## Exercise goal
Write out every record below exactly as it appears, omitting the pictures.

(Stored items)
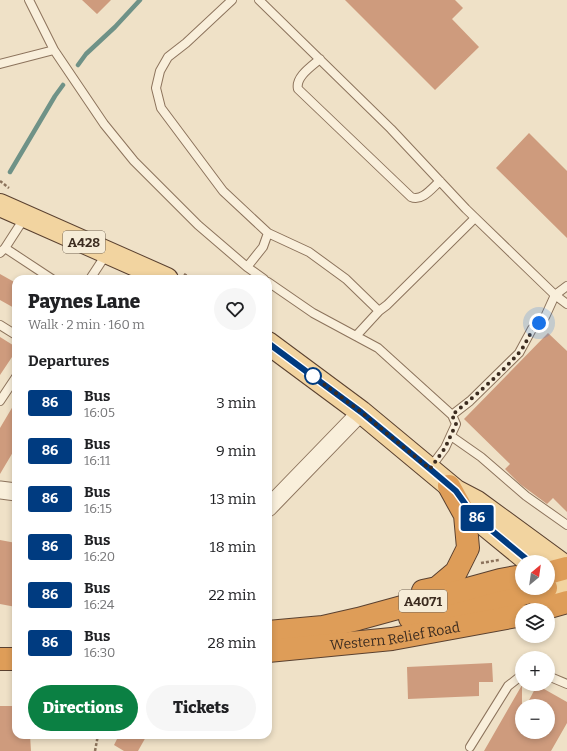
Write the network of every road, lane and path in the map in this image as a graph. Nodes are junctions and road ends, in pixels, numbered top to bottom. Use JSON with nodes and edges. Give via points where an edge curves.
{"nodes":[{"id":1,"x":29,"y":0,"type":"edge"},
{"id":2,"x":232,"y":0,"type":"edge"},
{"id":3,"x":259,"y":0,"type":"edge"},
{"id":4,"x":54,"y":50,"type":"junction"},
{"id":5,"x":320,"y":59,"type":"junction"},
{"id":6,"x":0,"y":64,"type":"edge"},
{"id":7,"x":440,"y":181,"type":"junction"},
{"id":8,"x":0,"y":205,"type":"edge"},
{"id":9,"x":25,"y":217,"type":"junction"},
{"id":10,"x":475,"y":218,"type":"junction"},
{"id":11,"x":268,"y":233,"type":"junction"},
{"id":12,"x":3,"y":251,"type":"edge"},
{"id":13,"x":107,"y":252,"type":"junction"},
{"id":14,"x":247,"y":267,"type":"junction"},
{"id":15,"x":45,"y":275,"type":"edge"},
{"id":16,"x":93,"y":275,"type":"edge"},
{"id":17,"x":158,"y":275,"type":"edge"},
{"id":18,"x":258,"y":275,"type":"edge"},
{"id":19,"x":272,"y":285,"type":"edge"},
{"id":20,"x":567,"y":286,"type":"edge"},
{"id":21,"x":555,"y":295,"type":"junction"},
{"id":22,"x":567,"y":304,"type":"edge"},
{"id":23,"x":379,"y":311,"type":"junction"},
{"id":24,"x":0,"y":325,"type":"edge"},
{"id":25,"x":12,"y":332,"type":"edge"},
{"id":26,"x":356,"y":336,"type":"junction"},
{"id":27,"x":272,"y":346,"type":"edge"},
{"id":28,"x":12,"y":383,"type":"edge"},
{"id":29,"x":0,"y":401,"type":"edge"},
{"id":30,"x":361,"y":412,"type":"junction"},
{"id":31,"x":452,"y":415,"type":"junction"},
{"id":32,"x":450,"y":436,"type":"junction"},
{"id":33,"x":430,"y":469,"type":"junction"},
{"id":34,"x":453,"y":488,"type":"junction"},
{"id":35,"x":0,"y":490,"type":"edge"},
{"id":36,"x":12,"y":492,"type":"edge"},
{"id":37,"x":272,"y":504,"type":"edge"},
{"id":38,"x":567,"y":526,"type":"edge"},
{"id":39,"x":522,"y":555,"type":"edge"},
{"id":40,"x":515,"y":577,"type":"edge"},
{"id":41,"x":559,"y":581,"type":"edge"},
{"id":42,"x":544,"y":603,"type":"edge"},
{"id":43,"x":515,"y":616,"type":"edge"},
{"id":44,"x":323,"y":627,"type":"junction"},
{"id":45,"x":272,"y":632,"type":"edge"},
{"id":46,"x":272,"y":651,"type":"edge"},
{"id":47,"x":0,"y":659,"type":"edge"},
{"id":48,"x":12,"y":659,"type":"edge"},
{"id":49,"x":555,"y":679,"type":"edge"},
{"id":50,"x":515,"y":680,"type":"edge"},
{"id":51,"x":567,"y":684,"type":"edge"},
{"id":52,"x":97,"y":739,"type":"edge"},
{"id":53,"x":470,"y":748,"type":"dead end"},
{"id":54,"x":95,"y":751,"type":"edge"}],
"edges":[{"from":1,"to":4,"type":"lane"},
{"from":2,"to":11,"type":"lane","via":[[168,57],[160,71],[156,88],[161,108],[223,191]]},
{"from":3,"to":5,"type":"lane"},
{"from":4,"to":6,"type":"lane"},
{"from":4,"to":14,"type":"lane","via":[[104,124],[134,161],[198,225]]},
{"from":5,"to":7,"type":"lane"},
{"from":5,"to":7,"type":"lane","via":[[298,80],[298,89],[411,197],[421,198]]},
{"from":7,"to":10,"type":"lane"},
{"from":8,"to":9,"type":"main road","number":"A428"},
{"from":9,"to":12,"type":"lane"},
{"from":9,"to":13,"type":"main road","number":"A428"},
{"from":10,"to":21,"type":"lane"},
{"from":10,"to":23,"type":"lane"},
{"from":11,"to":14,"type":"lane","via":[[263,247]]},
{"from":11,"to":23,"type":"lane","via":[[309,252],[346,279]]},
{"from":12,"to":15,"type":"lane"},
{"from":13,"to":16,"type":"lane"},
{"from":13,"to":17,"type":"main road","number":"A428"},
{"from":14,"to":18,"type":"lane"},
{"from":19,"to":26,"type":"lane"},
{"from":20,"to":21,"type":"lane"},
{"from":21,"to":22,"type":"lane"},
{"from":21,"to":31,"type":"lane","via":[[545,317],[532,329],[520,353]]},
{"from":23,"to":26,"type":"lane"},
{"from":24,"to":25,"type":"lane"},
{"from":26,"to":31,"type":"lane","via":[[378,348]]},
{"from":27,"to":30,"type":"main road"},
{"from":28,"to":29,"type":"lane"},
{"from":30,"to":33,"type":"main road"},
{"from":30,"to":37,"type":"street"},
{"from":31,"to":32,"type":"lane","via":[[456,424]]},
{"from":32,"to":33,"type":"lane"},
{"from":32,"to":38,"type":"lane","via":[[481,457],[526,496]]},
{"from":33,"to":34,"type":"main road"},
{"from":34,"to":39,"type":"main road","via":[[473,515]]},
{"from":34,"to":41,"type":"main road","via":[[477,502]]},
{"from":34,"to":44,"type":"highway","via":[[465,515],[468,538],[468,548],[456,572],[437,588],[367,604]]},
{"from":35,"to":36,"type":"street"},
{"from":40,"to":44,"type":"highway","name":"Western Relief Road","number":"A4071"},
{"from":41,"to":42,"type":"highway"},
{"from":41,"to":44,"type":"highway","via":[[490,602],[418,617]]},
{"from":43,"to":46,"type":"highway","name":"Western Relief Road","number":"A4071","via":[[392,639]]},
{"from":44,"to":45,"type":"highway","name":"Western Relief Road","number":"A4071"},
{"from":47,"to":48,"type":"highway"},
{"from":49,"to":51,"type":"lane"},
{"from":50,"to":53,"type":"lane","via":[[508,686]]},
{"from":52,"to":54,"type":"path"}]}
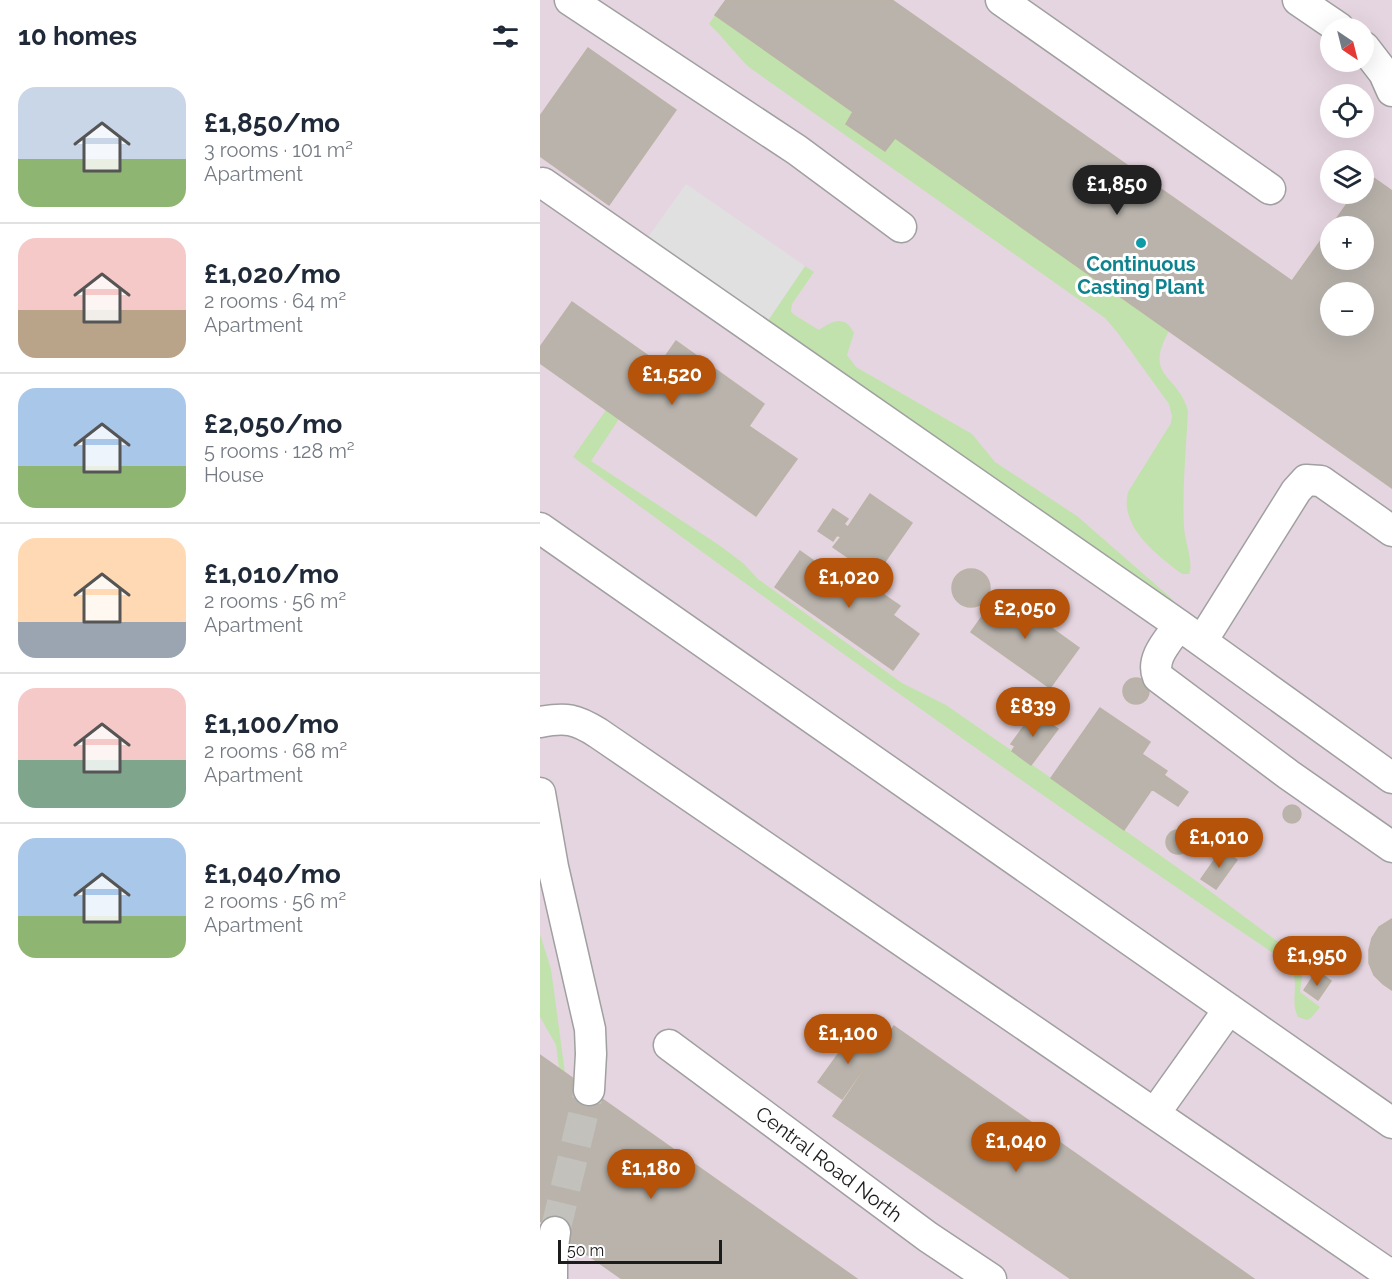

## Result
Write the network of every road, lane and path in the map in this image as a graph. Nodes are junctions and road ends, in pixels, numbered top to bottom. Use JSON with nodes and edges. Give via points where an edge curves.
{"nodes":[{"id":1,"x":29,"y":0,"type":"edge"},
{"id":2,"x":232,"y":0,"type":"edge"},
{"id":3,"x":259,"y":0,"type":"edge"},
{"id":4,"x":54,"y":50,"type":"junction"},
{"id":5,"x":320,"y":59,"type":"junction"},
{"id":6,"x":0,"y":64,"type":"edge"},
{"id":7,"x":440,"y":181,"type":"junction"},
{"id":8,"x":0,"y":205,"type":"edge"},
{"id":9,"x":25,"y":217,"type":"junction"},
{"id":10,"x":475,"y":218,"type":"junction"},
{"id":11,"x":268,"y":233,"type":"junction"},
{"id":12,"x":3,"y":251,"type":"edge"},
{"id":13,"x":107,"y":252,"type":"junction"},
{"id":14,"x":247,"y":267,"type":"junction"},
{"id":15,"x":45,"y":275,"type":"edge"},
{"id":16,"x":93,"y":275,"type":"edge"},
{"id":17,"x":158,"y":275,"type":"edge"},
{"id":18,"x":258,"y":275,"type":"edge"},
{"id":19,"x":272,"y":285,"type":"edge"},
{"id":20,"x":567,"y":286,"type":"edge"},
{"id":21,"x":555,"y":295,"type":"junction"},
{"id":22,"x":567,"y":304,"type":"edge"},
{"id":23,"x":379,"y":311,"type":"junction"},
{"id":24,"x":0,"y":325,"type":"edge"},
{"id":25,"x":12,"y":332,"type":"edge"},
{"id":26,"x":356,"y":336,"type":"junction"},
{"id":27,"x":272,"y":346,"type":"edge"},
{"id":28,"x":12,"y":383,"type":"edge"},
{"id":29,"x":0,"y":401,"type":"edge"},
{"id":30,"x":361,"y":412,"type":"junction"},
{"id":31,"x":452,"y":415,"type":"junction"},
{"id":32,"x":450,"y":436,"type":"junction"},
{"id":33,"x":430,"y":469,"type":"junction"},
{"id":34,"x":453,"y":488,"type":"junction"},
{"id":35,"x":0,"y":490,"type":"edge"},
{"id":36,"x":12,"y":492,"type":"edge"},
{"id":37,"x":272,"y":504,"type":"edge"},
{"id":38,"x":567,"y":526,"type":"edge"},
{"id":39,"x":522,"y":555,"type":"edge"},
{"id":40,"x":515,"y":577,"type":"edge"},
{"id":41,"x":559,"y":581,"type":"edge"},
{"id":42,"x":544,"y":603,"type":"edge"},
{"id":43,"x":515,"y":616,"type":"edge"},
{"id":44,"x":323,"y":627,"type":"junction"},
{"id":45,"x":272,"y":632,"type":"edge"},
{"id":46,"x":272,"y":651,"type":"edge"},
{"id":47,"x":0,"y":659,"type":"edge"},
{"id":48,"x":12,"y":659,"type":"edge"},
{"id":49,"x":555,"y":679,"type":"edge"},
{"id":50,"x":515,"y":680,"type":"edge"},
{"id":51,"x":567,"y":684,"type":"edge"},
{"id":52,"x":97,"y":739,"type":"edge"},
{"id":53,"x":470,"y":748,"type":"dead end"},
{"id":54,"x":95,"y":751,"type":"edge"}],
"edges":[{"from":1,"to":4,"type":"lane"},
{"from":2,"to":11,"type":"lane","via":[[168,57],[160,71],[156,88],[161,108],[223,191]]},
{"from":3,"to":5,"type":"lane"},
{"from":4,"to":6,"type":"lane"},
{"from":4,"to":14,"type":"lane","via":[[104,124],[134,161],[198,225]]},
{"from":5,"to":7,"type":"lane"},
{"from":5,"to":7,"type":"lane","via":[[298,80],[298,89],[411,197],[421,198]]},
{"from":7,"to":10,"type":"lane"},
{"from":8,"to":9,"type":"main road","number":"A428"},
{"from":9,"to":12,"type":"lane"},
{"from":9,"to":13,"type":"main road","number":"A428"},
{"from":10,"to":21,"type":"lane"},
{"from":10,"to":23,"type":"lane"},
{"from":11,"to":14,"type":"lane","via":[[263,247]]},
{"from":11,"to":23,"type":"lane","via":[[309,252],[346,279]]},
{"from":12,"to":15,"type":"lane"},
{"from":13,"to":16,"type":"lane"},
{"from":13,"to":17,"type":"main road","number":"A428"},
{"from":14,"to":18,"type":"lane"},
{"from":19,"to":26,"type":"lane"},
{"from":20,"to":21,"type":"lane"},
{"from":21,"to":22,"type":"lane"},
{"from":21,"to":31,"type":"lane","via":[[545,317],[532,329],[520,353]]},
{"from":23,"to":26,"type":"lane"},
{"from":24,"to":25,"type":"lane"},
{"from":26,"to":31,"type":"lane","via":[[378,348]]},
{"from":27,"to":30,"type":"main road"},
{"from":28,"to":29,"type":"lane"},
{"from":30,"to":33,"type":"main road"},
{"from":30,"to":37,"type":"street"},
{"from":31,"to":32,"type":"lane","via":[[456,424]]},
{"from":32,"to":33,"type":"lane"},
{"from":32,"to":38,"type":"lane","via":[[481,457],[526,496]]},
{"from":33,"to":34,"type":"main road"},
{"from":34,"to":39,"type":"main road","via":[[473,515]]},
{"from":34,"to":41,"type":"main road","via":[[477,502]]},
{"from":34,"to":44,"type":"highway","via":[[465,515],[468,538],[468,548],[456,572],[437,588],[367,604]]},
{"from":35,"to":36,"type":"street"},
{"from":40,"to":44,"type":"highway","name":"Western Relief Road","number":"A4071"},
{"from":41,"to":42,"type":"highway"},
{"from":41,"to":44,"type":"highway","via":[[490,602],[418,617]]},
{"from":43,"to":46,"type":"highway","name":"Western Relief Road","number":"A4071","via":[[392,639]]},
{"from":44,"to":45,"type":"highway","name":"Western Relief Road","number":"A4071"},
{"from":47,"to":48,"type":"highway"},
{"from":49,"to":51,"type":"lane"},
{"from":50,"to":53,"type":"lane","via":[[508,686]]},
{"from":52,"to":54,"type":"path"}]}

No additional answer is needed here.